Crisi climatica, un appello alla coscienza: “Non c’è futuro senza pace e tutela dell’ambiente”
4 Agosto 2026Siamo al centro di una crisi climatica globale. L ‘ estate del 2025 è stata tra le più calde che la storia ricordi ma purtroppo sarà la meno calda di quelle che seguiranno. È la febbre maligna che si alimenta anche da migliaia di roghi sparsi per il mondo e che hanno devastato regioni e regioni del bel Paese. La situazione non sollecita una reale preoccupazione in quanti dovrebbero prevenire e proteggere la salute dell’uomo e l’habitat che lo circonda. Soccorritori, la generosità dei volontari, allevamenti animali, terreni coltivati, boschi, case, anni e anni di sacrifici e speranze incenerite dalla luce sinistra delle fiamme. È la gola profonda dell’inferno in terra. Assistiamo a tavole rotonde sugli schermi multimediali, carta straccia nel megafono dall’ipocrisia, degli interessi di parte. La guerra concima con carne umana processata in cenere e lapilli, la speranza bruciata dal fosforo bianco.
“Non ce futuro basato sulla violenza, sull’esilio forzato, sulla vendetta. I popoli hanno bisogno di pace” (Leone XIV).
Verrà forse, al tocco di queste parole, la pace, la necessità di uno sviluppo ecosostenibile e di una politica del lavoro che oltre il profitto rispetti la dignità dell’uomo e preservi la natura da qualsiasi forma di speculazione e devastazione. Nella filiera biologica come nel gioco del domino la stabilità di una singola tessera dipende da quella che lo precede. Cadono e scompaiono specie e diversità, una tessera per volta, un granello per volta come un Rosario dai misteri dolorosi che recitiamo senza comprendere la reale importanza e la ricaduta che tutto questo ha su di noi.

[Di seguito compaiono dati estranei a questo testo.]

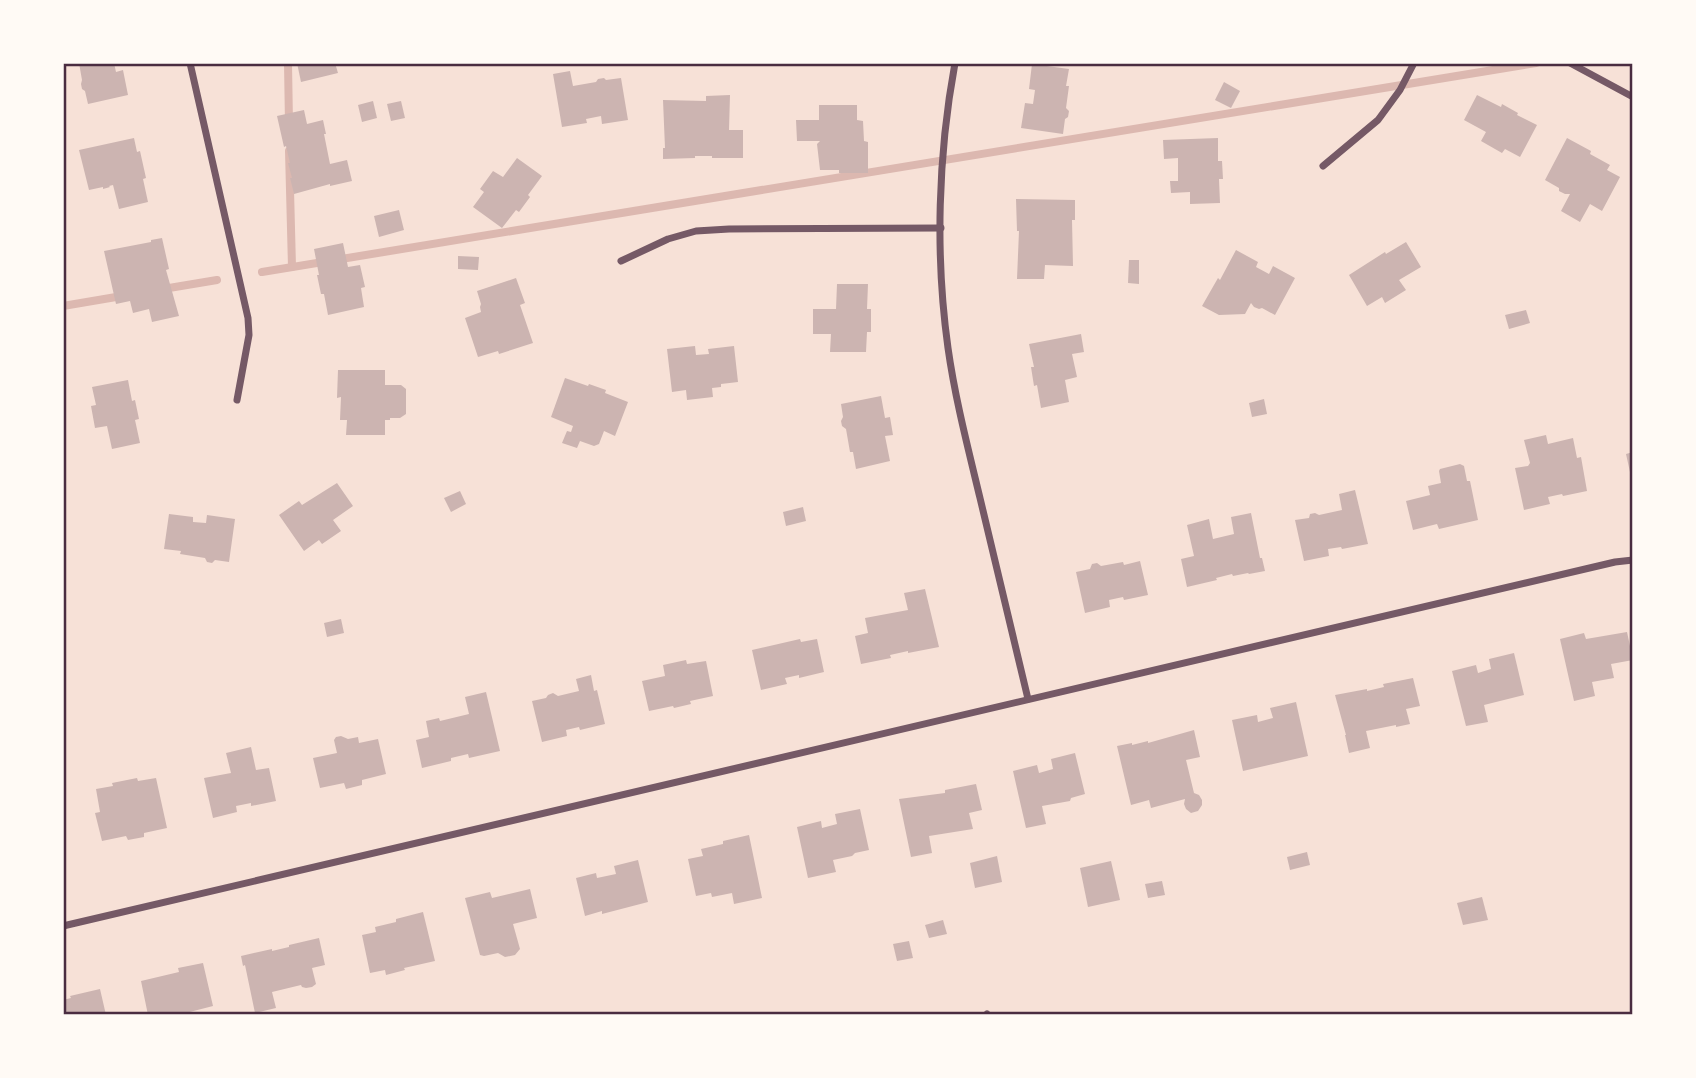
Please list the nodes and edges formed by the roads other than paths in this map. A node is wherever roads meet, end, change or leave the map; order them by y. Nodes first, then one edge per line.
1 (190, 63) edge
2 (955, 63) edge
3 (1414, 63) edge
4 (1570, 63) edge
5 (1633, 97) edge
6 (1323, 166) dead end
7 (941, 228) junction
8 (621, 261) dead end
9 (237, 400) dead end
10 (1633, 560) edge
11 (1028, 699) junction
12 (63, 926) edge

1 - 9 street
2 - 7 street
3 - 6 street
4 - 5 street
7 - 8 street
7 - 11 street
10 - 11 street
11 - 12 street

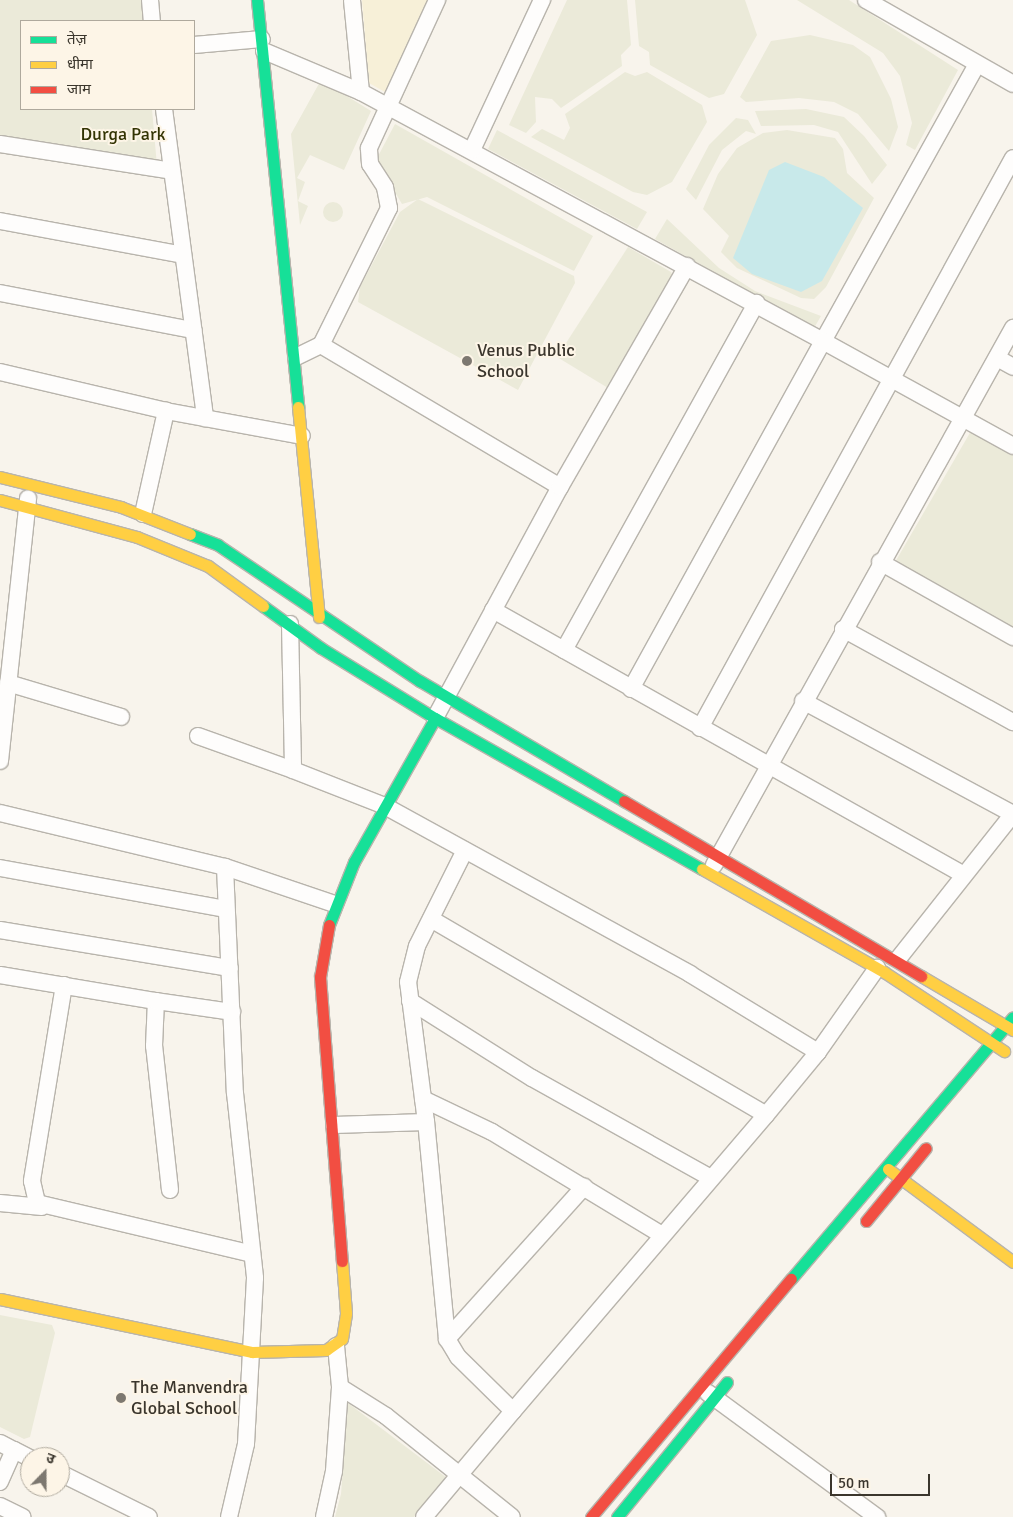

Abbiamo mescolato le specie, occupato territori cementificando e sventrando la profondità, il cuore della terra per ricavarne l’umore nero che è la coscienza nera del disastro ambientale. Potrei continuare così all’infinito ma capisco di essere un perdente. Chi tiene il banco ripete all’infinito “carta vince e carta perde.” Ma tutti perdiamo la salute masticando 30 volte un petto di pollo all’antibiotico o un arrosto agli ormoni che, per magia, si sgonfia sulla brace e diventa una suola di scarpa.
Il mondo è un organismo vivente e, perché tale, il suo istinto di sopravvivenza reagirà con un meccanismo proporzionale al danno che subisce con eventi di estrema violenza. Forse vedremo cose mai viste…
Questo breve scritto vuole essere una riflessione sullo stretto legame dell’uomo con il clima e le sue variazioni. Ippocrate, padre della medicina moderna, insegnava all’ombra di un platano millenario nella piazza centrale di Kos che l’uomo convive con la natura e il cielo è il tetto nella sua casa. L’insegnamento del maestro metteva in evidenza il rapporto causale tra condizioni meteorologiche, stagioni, patologie e benessere. La nostra salute è segnata dal passaggio dei fronti temporaleschi, caldo e freddo, sole e luna. L’uomo è un sistema aperto in stretto rapporto con tutto ciò che lo circonda:
“Tutte le cose sono reciprocamente intrecciate. Il. loro legame è sacro è quasi nessuna cosa è estranea all’altra. Unico è il Dio che le attraversa tutte quante, unica la sostanza e unica la legge” (Marco Aurelio).